Non tutto è oro, però. La fase esplorativa, ad esempio, è limitata da un design che nel 2025 non possiamo più accettare. Muovere il nostro avatar su mappe costellate da muri invisibili non solo è anacronistico, ma diventa presto frustrante. Una scelta pigra, che tradisce una mancanza di coraggio proprio laddove il titolo avrebbe dovuto distinguersi.
È come se il gioco avesse voluto correre in avanti, ma con le gambe ancora impastoiate nel passato. Una condizione che pesa soprattutto nelle lunghe sessioni, dove le carenze tecniche emergono con maggiore evidenza.
Non va meglio sul versante sonoro: il comparto audio è probabilmente l’aspetto meno riuscito del pacchetto. Colonne sonore dimenticabili, effetti ripetitivi e un sound design che manca di mordente non contribuiscono a rendere memorabile l’esperienza.
Eppure, nonostante i suoi inciampi, Digimon Story: Time Stranger riesce in parte nel suo intento: quello di ridare una direzione al franchise. Non vive di nostalgie mal gestite, non si appoggia unicamente alla memoria di un brand che negli anni Duemila ha avuto momenti di gloria.
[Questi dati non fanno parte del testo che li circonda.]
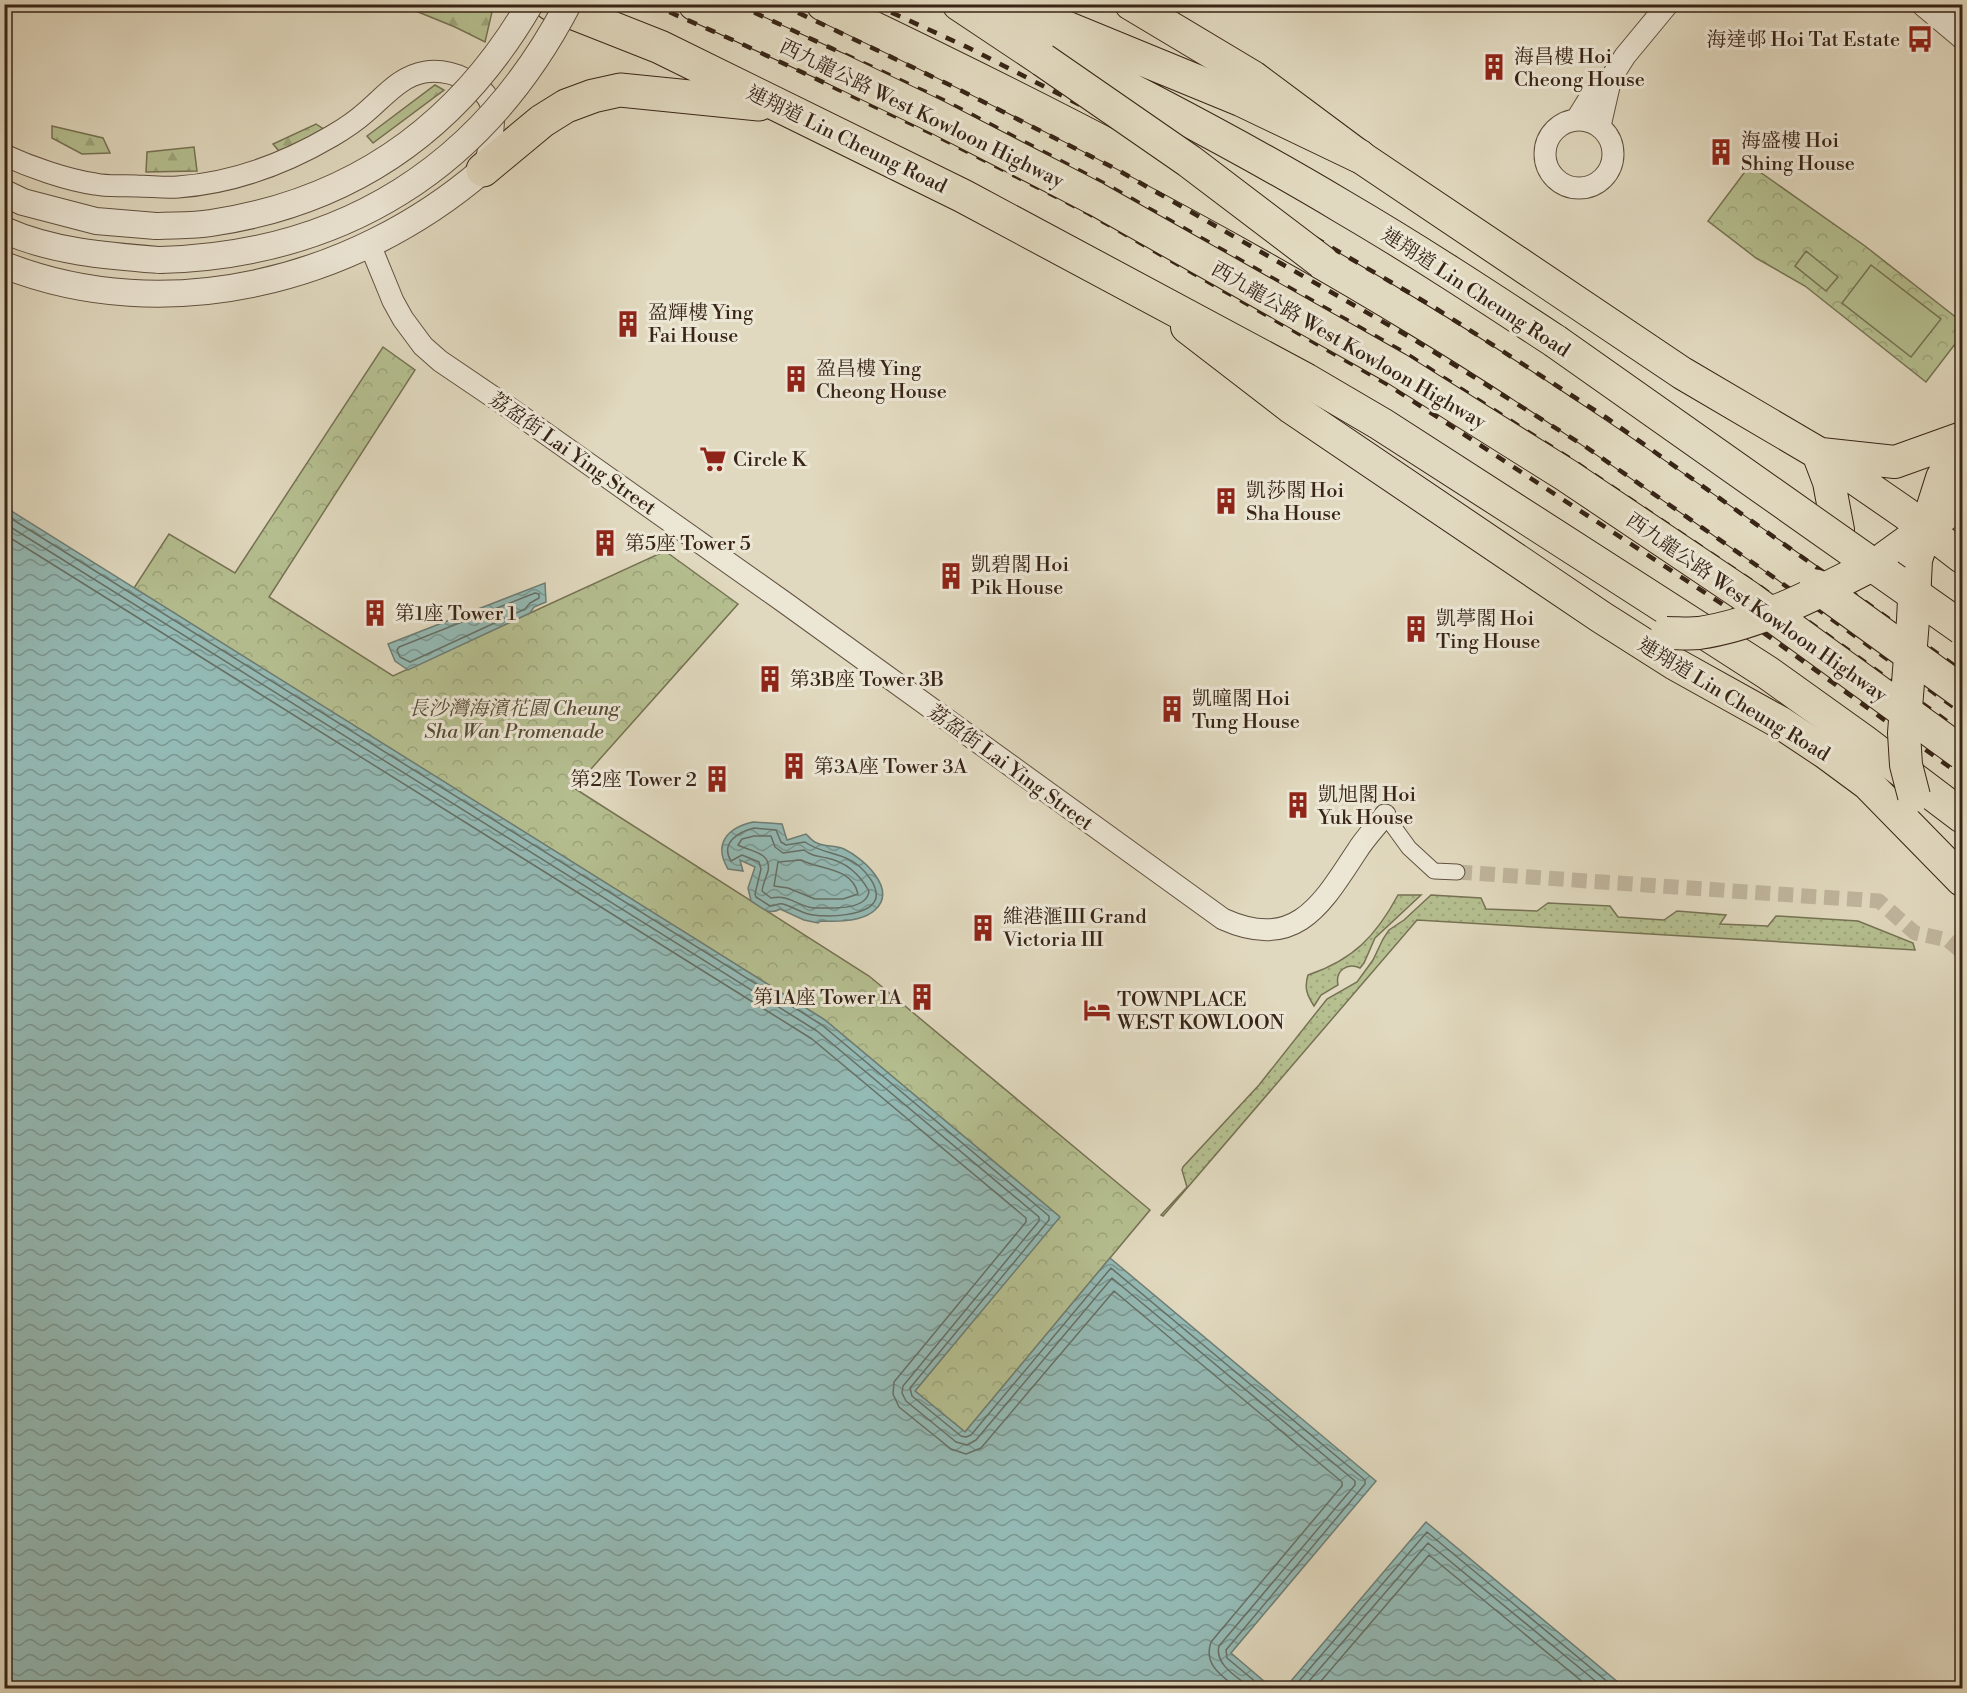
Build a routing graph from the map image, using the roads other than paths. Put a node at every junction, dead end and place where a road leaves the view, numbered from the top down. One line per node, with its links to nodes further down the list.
1 (530, 4): 19 (street, bridge)
2 (551, 4): 13 (highway, 連翔道 Lin Cheung Road)
3 (568, 4): 20 (street, bridge)
4 (694, 4): 37 (highway, 西九龍公路 West Kowloon Highway, bridge)
5 (823, 4): 22 (highway, bridge)
6 (960, 4): 22 (highway, bridge); 34 (highway, 連翔道 Lin Cheung Road, bridge)
7 (1003, 4): 17 (highway)
8 (1131, 4): 17 (main road)
9 (1668, 4): 12 (street)
10 (1925, 4): 11 (street)
11 (1962, 35)
12 (1611, 78): 14 (street); 15 (street)
13 (782, 106): 18 (highway); 24 (highway, 連翔道 Lin Cheung Road)
14 (1576, 120): 15 (street); 15 (street)
15 (1600, 126)
16 (4, 155): 18 (street)
17 (1359, 156): 27 (main road)
18 (483, 170): 21 (street)
19 (4, 193)
20 (4, 230)
21 (370, 245): 23 (street); 38 (street, 荔盈街 Lai Ying Street)
22 (1322, 262): 36 (highway, bridge)
23 (4, 265)
24 (1136, 288): 32 (main road, 連翔道 Lin Cheung Road); 39 (highway, 連翔道 Lin Cheung Road)
25 (1962, 438): 27 (main road)
26 (1962, 443): 29 (main road)
27 (1818, 453): 29 (main road); 31 (main road, bridge)
28 (1962, 502): 29 (main road)
29 (1926, 528): 30 (main road); 31 (main road, bridge); 35 (main road, bridge)
30 (1962, 557)
31 (1830, 586): 32 (main road, bridge)
32 (1601, 617): 41 (main road, 連翔道 Lin Cheung Road)
33 (1962, 622): 35 (main road, bridge)
34 (1962, 628)
35 (1910, 664): 41 (main road, bridge)
36 (1962, 692)
37 (1962, 753)
38 (1385, 815): 40 (street)
39 (1962, 816)
40 (1457, 872)
41 (1962, 878)

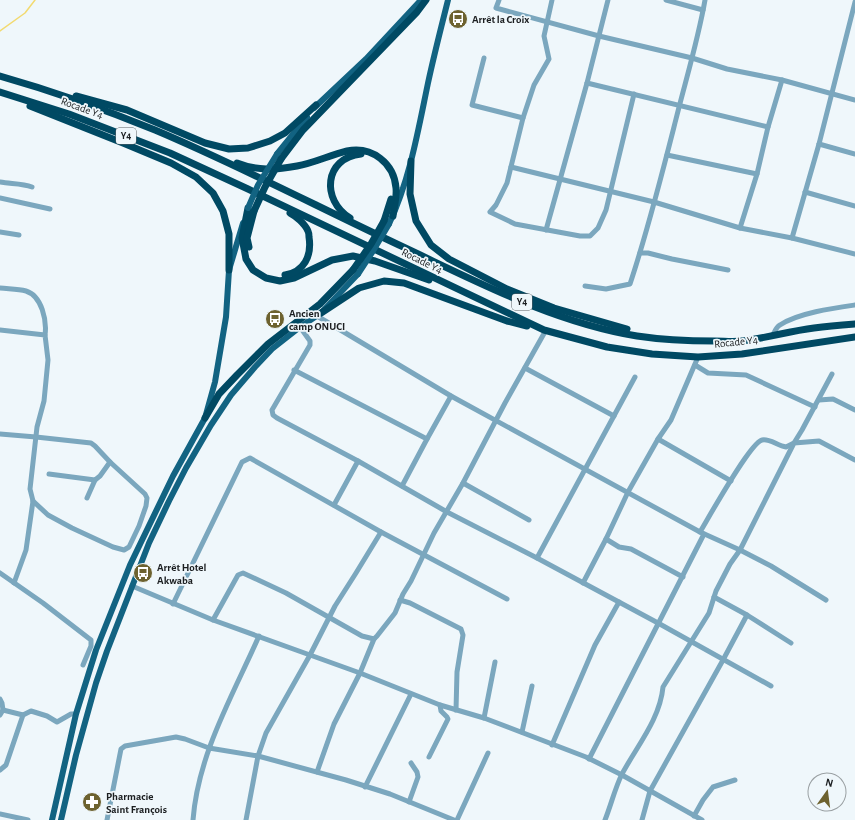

Piuttosto, costruisce un’identità autonoma, che guarda a Pokémon senza scimmiottarlo e che prova a proporre un’esperienza alternativa, più adatta a un pubblico smaliziato.
Il risultato è un titolo che alterna luci e ombre, con momenti in cui sembra davvero poter competere con i colossi del genere e altri in cui invece si fa zavorrare da scelte progettuali miopi. Non è il gioco definitivo che sancirà il riscatto dei Digimon nel panorama videoludico, ma rappresenta un passo avanti significativo.
Identità ritrovata?
In definitiva Digimon Story: Time Stranger è un esperimento riuscito, anche se con qualche spigolo. Offre un gameplay fresco e accessibile, che riesce a stare al passo coi tempi, ma inciampa su comparto tecnico e fasi esplorative che odorano troppo di vecchio.
Nonostante ciò, resta una valida alternativa per chi è stanco dei compromessi imposti da Game Freak e desidera un RPG con cattura e crescita di creature che non viva solo di inerzia.
Bandai Namco e Media Vision hanno ancora molta strada da fare, ma la direzione intrapresa sembra quella giusta. Time Stranger non è la rivoluzione che il franchise meriterebbe, ma è un punto di partenza solido, che dimostra come i Digimon abbiano ancora qualcosa da dire.